4D Printed Multi-stable Metamaterials with Mechanically Tunable Performance

Abstract The function of the metamaterials is determined by the configuration and spatial arrangement of the lattice microstructure. Once manufactured, the geometry and function of the metamaterials are irreversible and cannot be adapted to the environment to be variable and adjustable. This paper studies a shape-reconfigurable, functionally deployable, mechanically adjustable and reusable intelligent multi-stable metamaterial. Based on a 4D printing method that combines digital additive manufacturing technique and thermally induced shape memory polymer exhibiting significant change in modulus of elasticity, this metamaterial is created with reconfigurable, self-expandable and mechanical properties adjustable features.

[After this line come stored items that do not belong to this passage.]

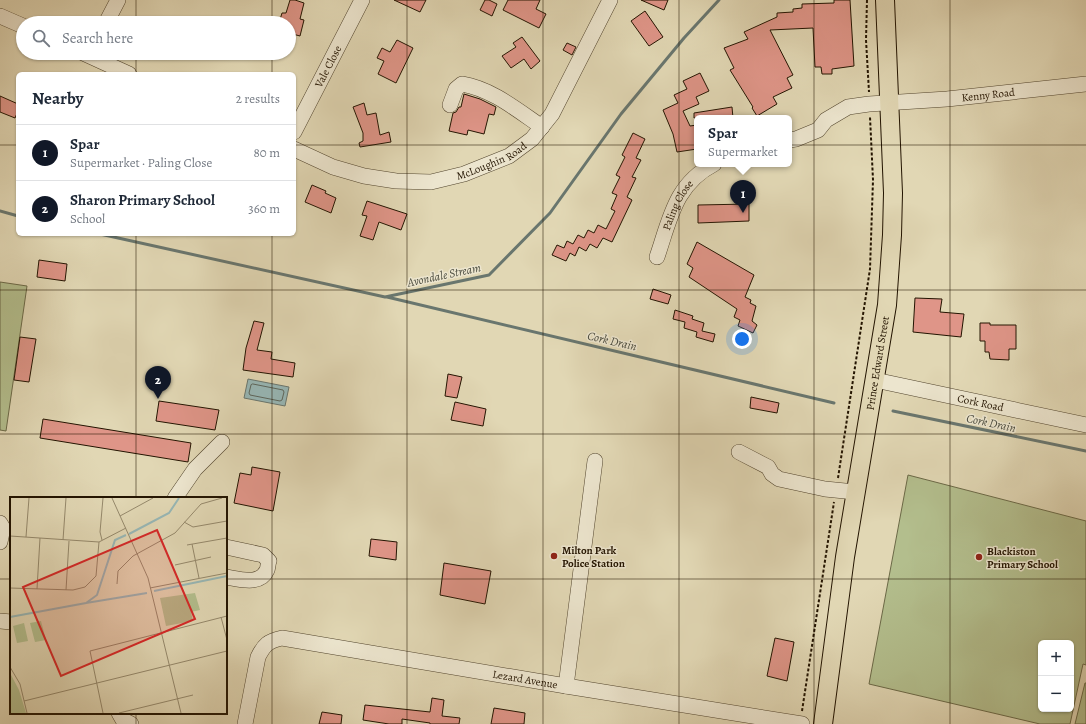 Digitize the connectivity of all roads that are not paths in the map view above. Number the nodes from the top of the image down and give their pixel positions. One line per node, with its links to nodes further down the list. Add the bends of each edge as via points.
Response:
1 (118, 0): 6 (street)
2 (362, 0): 14 (street, Vale Close)
3 (610, 0): 13 (street, McLoughin Road, via 552,114)
4 (885, 0): 11 (main road, Prince Edward Street)
5 (0, 16): 7 (street)
6 (110, 16)
7 (16, 23)
8 (100, 60): 9 (street)
9 (125, 72)
10 (1086, 84): 11 (street, Kenny Road)
11 (890, 103): 15 (street, via 848,107 826,120 818,130); 19 (main road, Prince Edward Street, via 892,235 887,305)
12 (450, 105): 13 (street, via 456,89 462,84 476,86)
13 (542, 127): 16 (street, McLoughin Road, via 532,139 509,156 464,174 431,182 396,181 364,176 333,167)
14 (296, 128)
15 (792, 140)
16 (296, 150)
17 (708, 167): 18 (street, Paling Close, via 688,184 677,200)
18 (657, 257)
19 (875, 380): 20 (street, Cork Road); 24 (main road, Prince Edward Street)
20 (1086, 424)
21 (222, 442): 25 (street, via 195,469)
22 (739, 452): 24 (street, via 768,467 779,479)
23 (595, 461): 32 (street)
24 (855, 492): 37 (main road, Prince Edward Street)
25 (177, 497)
26 (0, 523): 27 (street, via 3,528)
27 (0, 542)
28 (227, 547): 29 (street, via 263,555 269,561 262,577 249,581)
29 (227, 577)
30 (0, 621): 31 (street)
31 (10, 622)
32 (566, 686): 35 (street, Lezard Avenue, via 282,638 271,640 262,648 258,657); 36 (street, Lezard Avenue)
33 (120, 714): 34 (street, via 123,720)
34 (131, 724)
35 (245, 724)
36 (801, 724)
37 (822, 724)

The macroscopic deformation and the morphology change of the lattice microstructure on the metamaterial during the compression test are analyzed using experiment and finite element method. The adjustable, selectable, and controllable for micro-lattice in the metamaterial during deformation and recovery can be achieved by microstructure gradients and composite design methods. The new micro-lattice programmable mechanical metamaterial has excellent versatility and the ability to adapt to environmental changes. This 4D printed multi-stable metamaterial has broad application prospects, such as in soft robots, smart damping interfaces, aerospace adjustable and expandable structures, and tunable function devices.